La malattia di Parkinson ha, almeno in parte, un’origine autoimmune e i segnali dell’insorgenza di questa patologia potrebbero essere trovati con un forte anticipo, andando a cercare nel sangue proprio i “marcatori” dell’autoimmunità. Lo sostengono i ricercatori del La Jolla Institute for Immunology (California), che hanno pubblicato i risultati del loro lavoro sulla rivista Nature Communications. «Una diagnosi estremamente precoce potrebbe fare una grande differenza (nel trattamento della malattia, ndr)» – afferma Cecilia Lindestam Arlehamn, primo autore dello studio.
Il Parkinson, lo ricordiamo, ha una natura neurodegenerativa e porta al danneggiamento di alcune aree cerebrali, causando problemi motori, anche molto seri, e disturbi cognitivi. Un ruolo chiave nella malattia è attribuito all’alfa-sinucleina, una proteina che, in una forma alterata, si accumula in alcune zone del cervello (per motivi tuttora misteriosi) distruggendo con il passare del tempo i neuroni che producono la dopamina, un neurotrasmettitore essenziale per il controllo dei muscoli.
I ricercatori di La Jolla avevano già dimostrato nel 2017 che l’alfa-sinucleina può innescare reazioni autoimmuni da parte dei linfociti T (cellule fondamentali del sistema difensivo dell’organismo). In pratica, secondo gli studiosi, l’alfa-sinucleina, soprattutto quando si accumula, “attira” i linfociti T e li spinge ad attaccare per errore le cellule del cervello, contribuendo così alla progressione del Parkinson.

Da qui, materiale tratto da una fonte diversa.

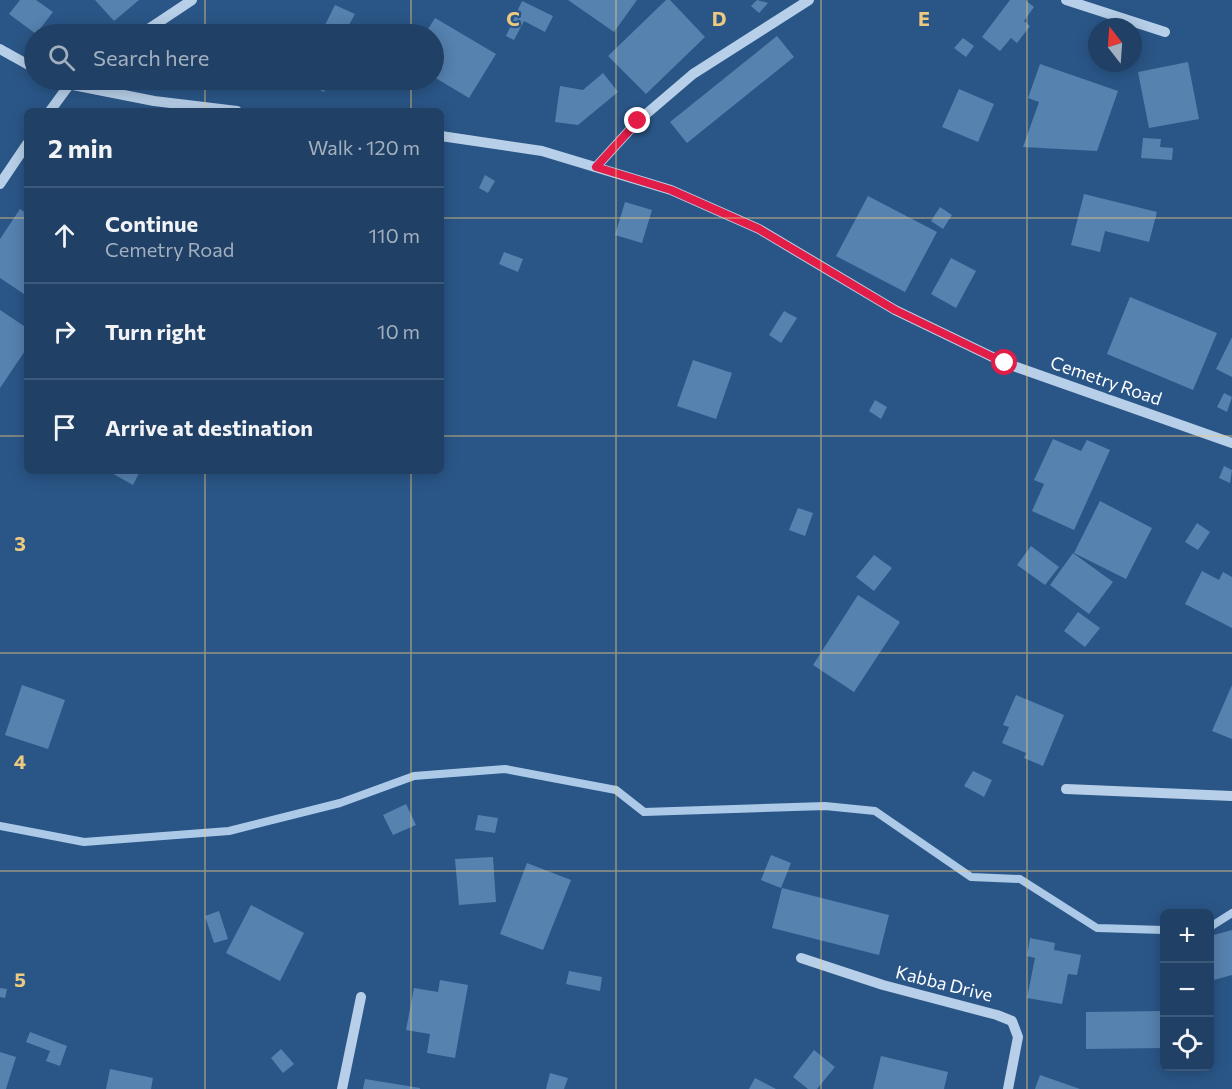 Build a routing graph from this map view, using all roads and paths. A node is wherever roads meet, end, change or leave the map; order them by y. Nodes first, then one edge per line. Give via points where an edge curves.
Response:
1 (192, 0) edge
2 (809, 0) edge
3 (1066, 0) edge
4 (156, 24) edge
5 (1165, 32) dead end
6 (0, 49) edge
7 (24, 62) edge
8 (62, 90) edge
9 (106, 90) edge
10 (52, 108) edge
11 (212, 108) edge
12 (444, 136) edge
13 (24, 148) edge
14 (596, 167) junction
15 (0, 184) edge
16 (1232, 443) edge
17 (1066, 789) dead end
18 (1232, 796) edge
19 (801, 958) dead end
20 (361, 997) dead end
21 (342, 1089) edge
22 (1008, 1089) edge

1 - 4 street
2 - 14 street via 693,74 638,121
3 - 5 street
6 - 7 street
8 - 10 street
9 - 11 street
12 - 14 street, Cemetry Road via 542,151
13 - 15 street
14 - 16 street, Cemetry Road via 671,190 759,229 895,310 1005,363
17 - 18 street
19 - 22 street, Kabba Drive via 1012,1021 1018,1037
20 - 21 street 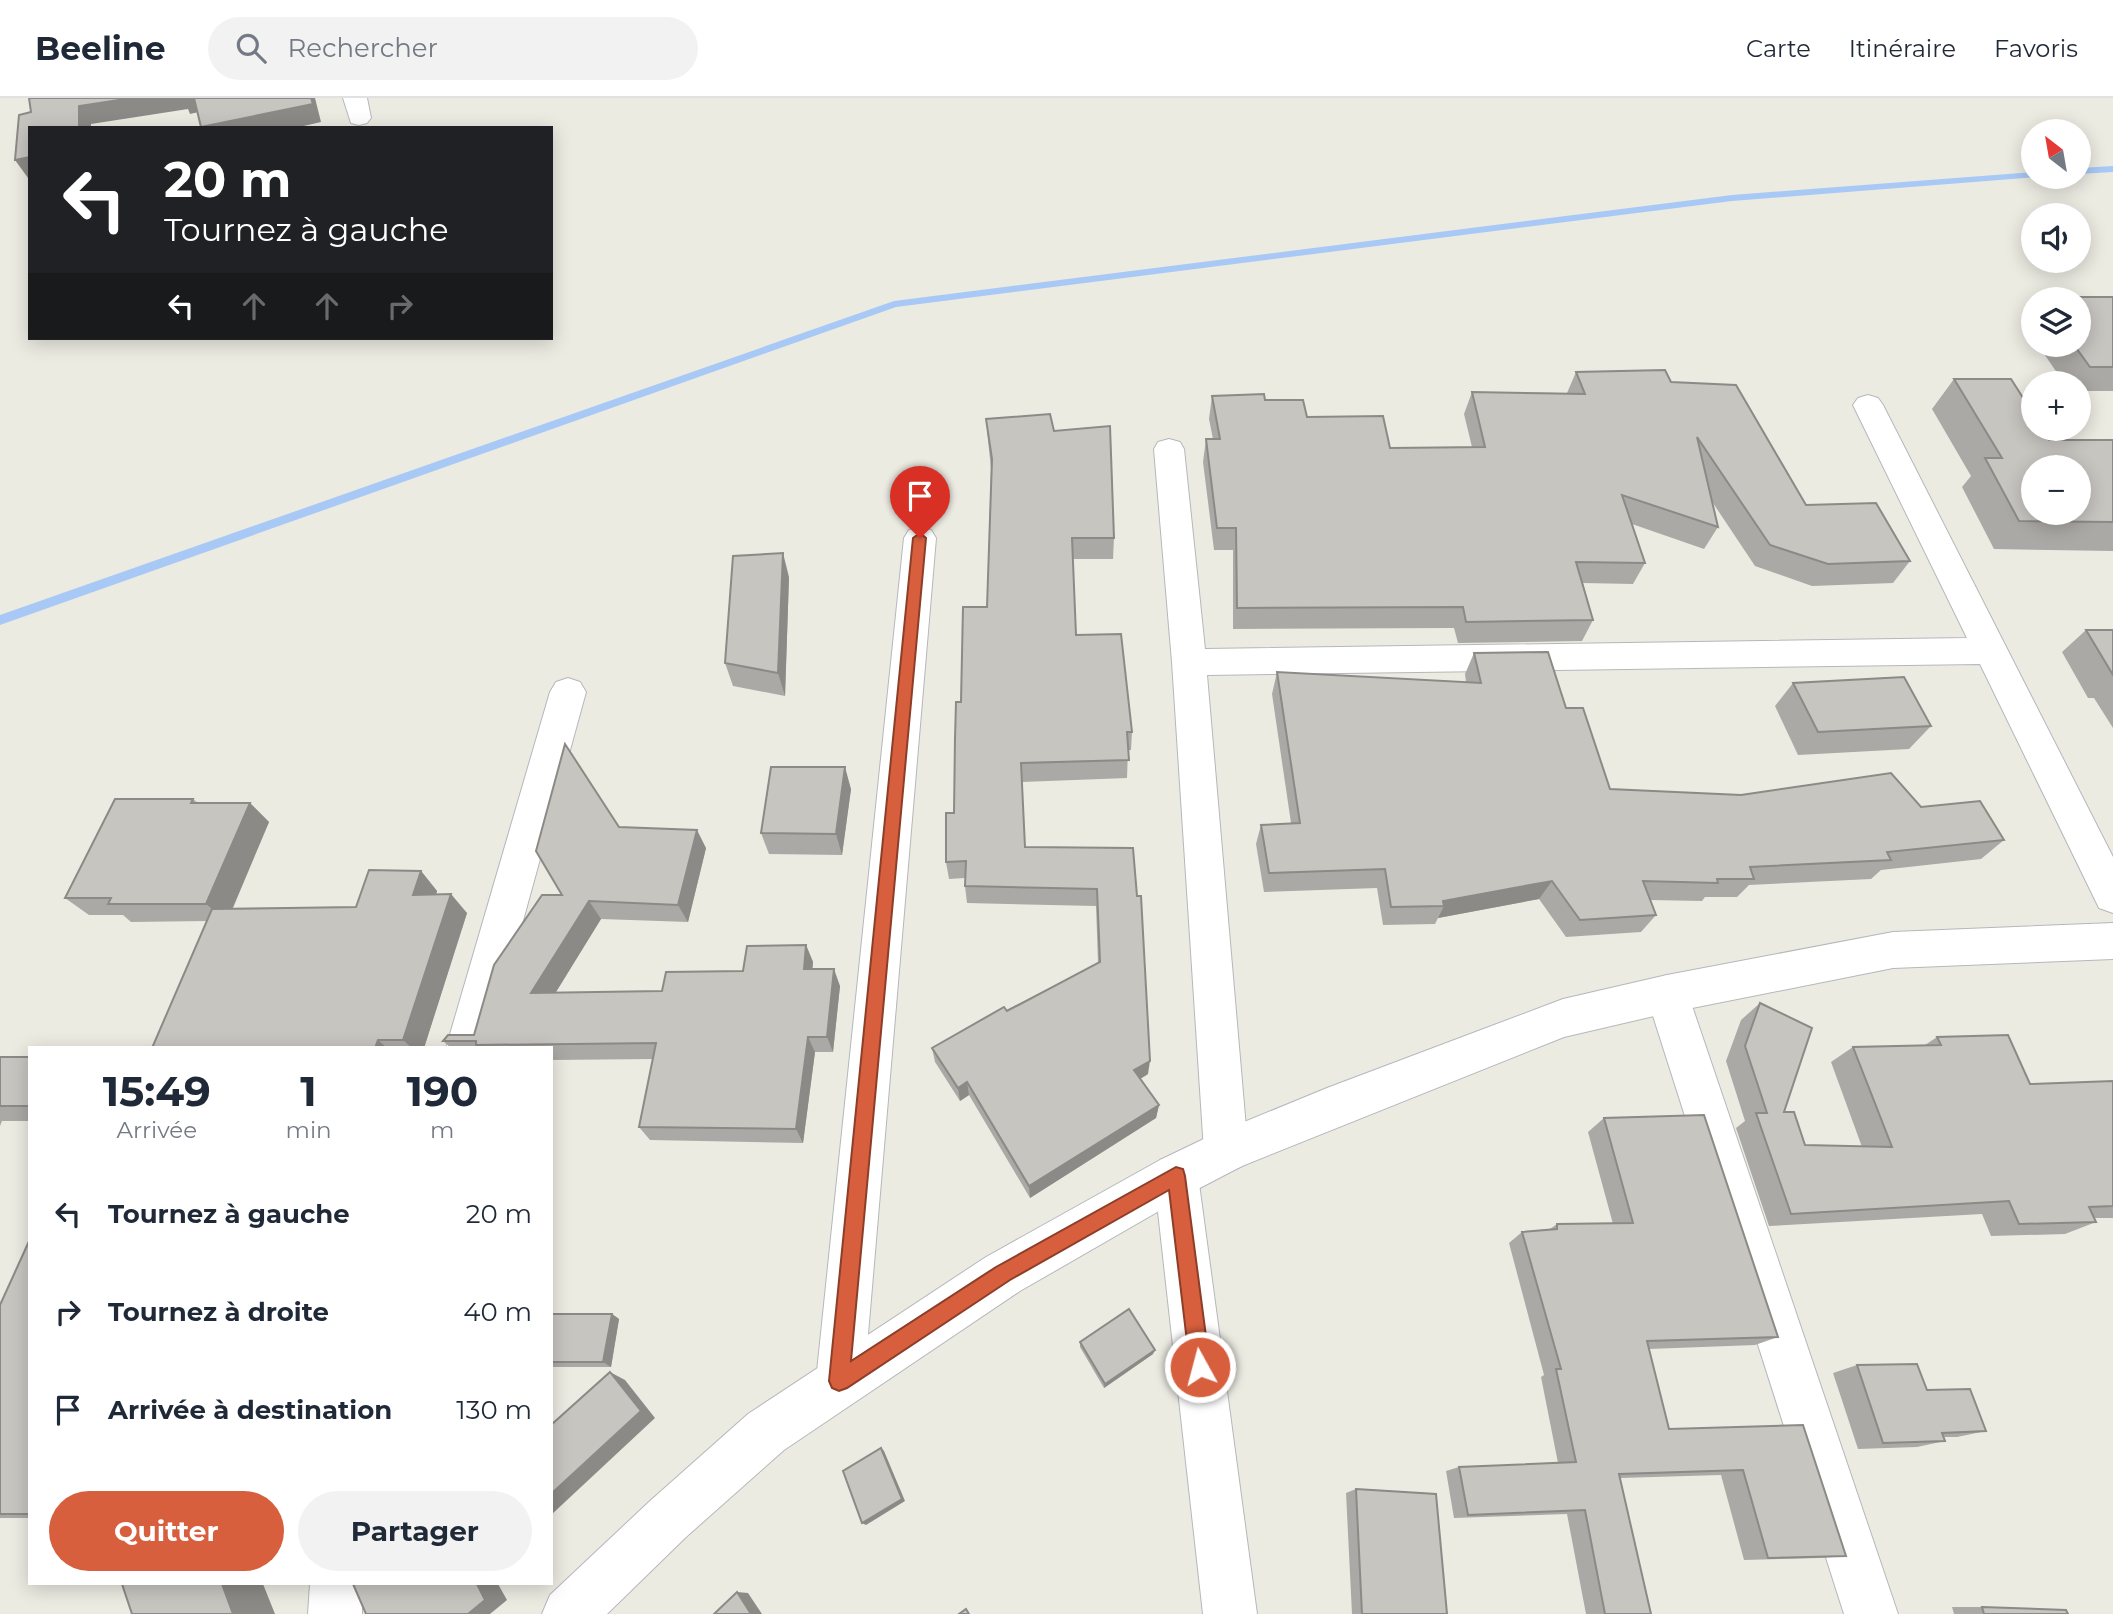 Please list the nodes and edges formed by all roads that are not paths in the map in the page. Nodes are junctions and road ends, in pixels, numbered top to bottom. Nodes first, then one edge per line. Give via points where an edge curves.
1 (1868, 405) dead end
2 (1169, 449) dead end
3 (920, 538) dead end
4 (1990, 651) junction
5 (1188, 662) junction
6 (568, 692) dead end
7 (2113, 896) edge
8 (2113, 941) edge
9 (1667, 994) junction
10 (468, 1046) edge
11 (1226, 1151) junction
12 (1176, 1176) junction
13 (839, 1381) junction
14 (336, 1585) edge
15 (335, 1614) edge
16 (569, 1614) edge
17 (1230, 1614) edge
18 (1871, 1614) edge

1 - 4 street
2 - 5 street
3 - 13 street
4 - 5 street
4 - 7 street
5 - 11 street
6 - 10 street
8 - 9 street via 1893,950
9 - 11 street via 1563,1018
9 - 18 street
11 - 12 street
12 - 13 street via 1003,1273
12 - 17 street
13 - 16 street via 766,1432
14 - 15 street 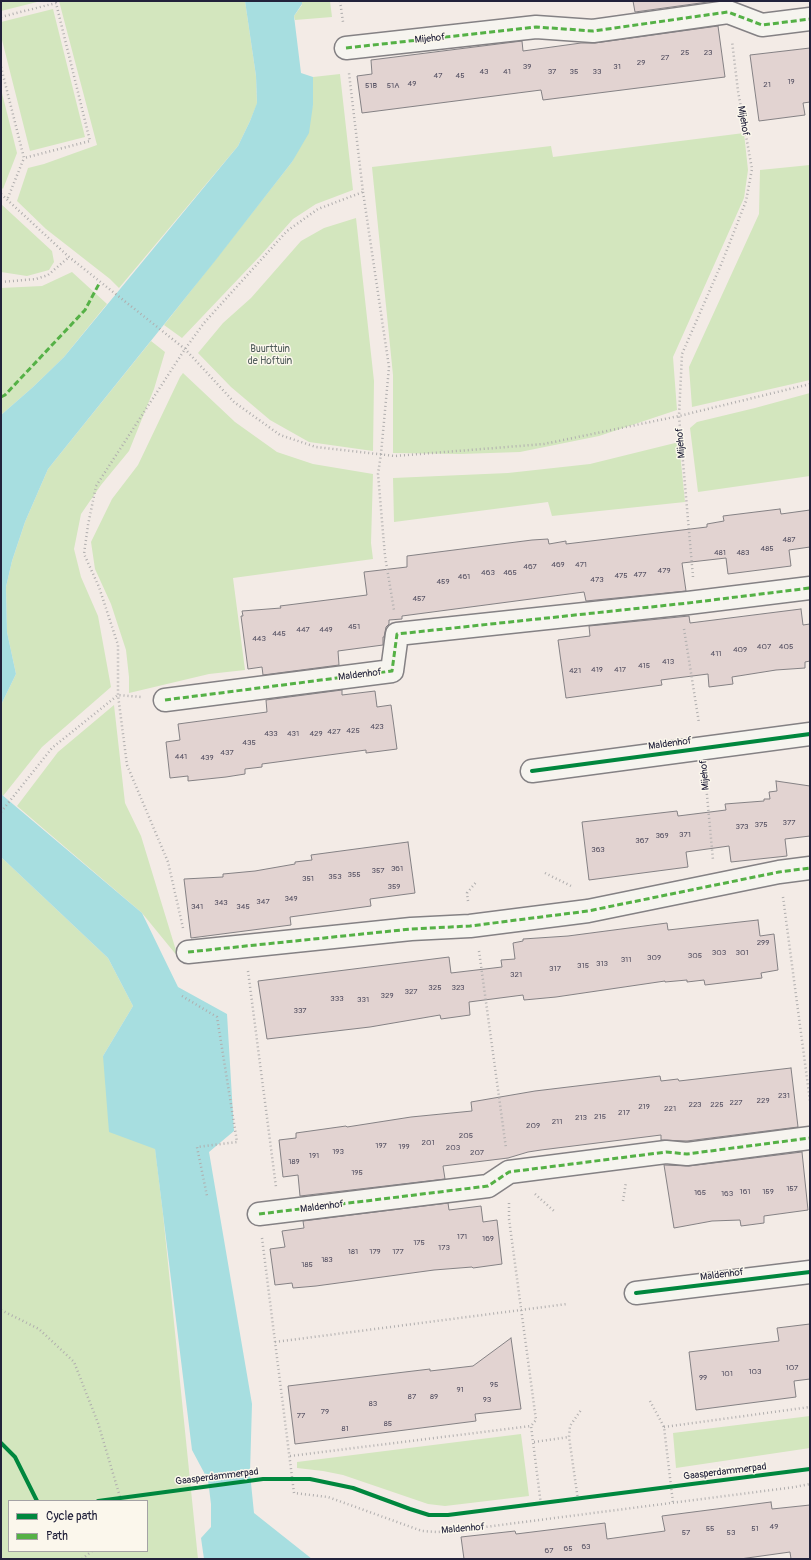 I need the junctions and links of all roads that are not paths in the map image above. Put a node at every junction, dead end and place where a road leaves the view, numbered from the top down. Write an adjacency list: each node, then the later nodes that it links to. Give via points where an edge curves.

Non è chiaro, però, se queste reazioni autoimmuni siano una causa scatenante della malattia, oppure peggiorino “soltanto” la degenerazione di neuroni già compromessi dall’accumulo di alfa-sinucleina.
Nell’ambito dello studio pubblicato su Nature Communications, i ricercatori americani sono andati a controllare la “cronologia” delle interazioni tra l’alfa-sinucleina e i linfociti T, e hanno dimostrato – analizzando il sangue di un ampio campione di malati – che esiste un’evoluzione temporale molto specifica in questo delicato rapporto. In particolare, gli studiosi hanno scoperto che i linfociti T “stimolati” per errore dall’alfa-sinucleina sono presenti in grande quantità molti anni prima della comparsa dei sintomi della malattia, e mostrano una grande reattività. Poi, con il passare del tempo, mentre la patologia fa il suo corso, questi linfociti diminuiscono sempre più, e alla fine scompaiono.
«L’individuazione dei linfociti T “reattivi” potrebbe aiutare nella diagnosi delle persone a rischio, o comunque durante le prime fasi dello sviluppo della malattia, quando molti dei sintomi non sono ancora stati rilevati» – ha spiegato Alessandro Sette, coordinatore dello studio. Ma non basta. Se si riuscissero a trovare i linfociti T anti alfa-sinucleina appena si formano, si potrebbe provare a neutralizzarli prima che accentuino la degenerazione delle cellule nervose.
Esistono già terapie per trattare le infiammazioni provocate dai linfociti T autoreattivi, e i pazienti che le utilizzano, per altre patologie, si sono rivelati meno esposti alla malattia di Parkinson. Anche questa può essere un’indiretta conferma delle tesi sostenute dagli studiosi californiani.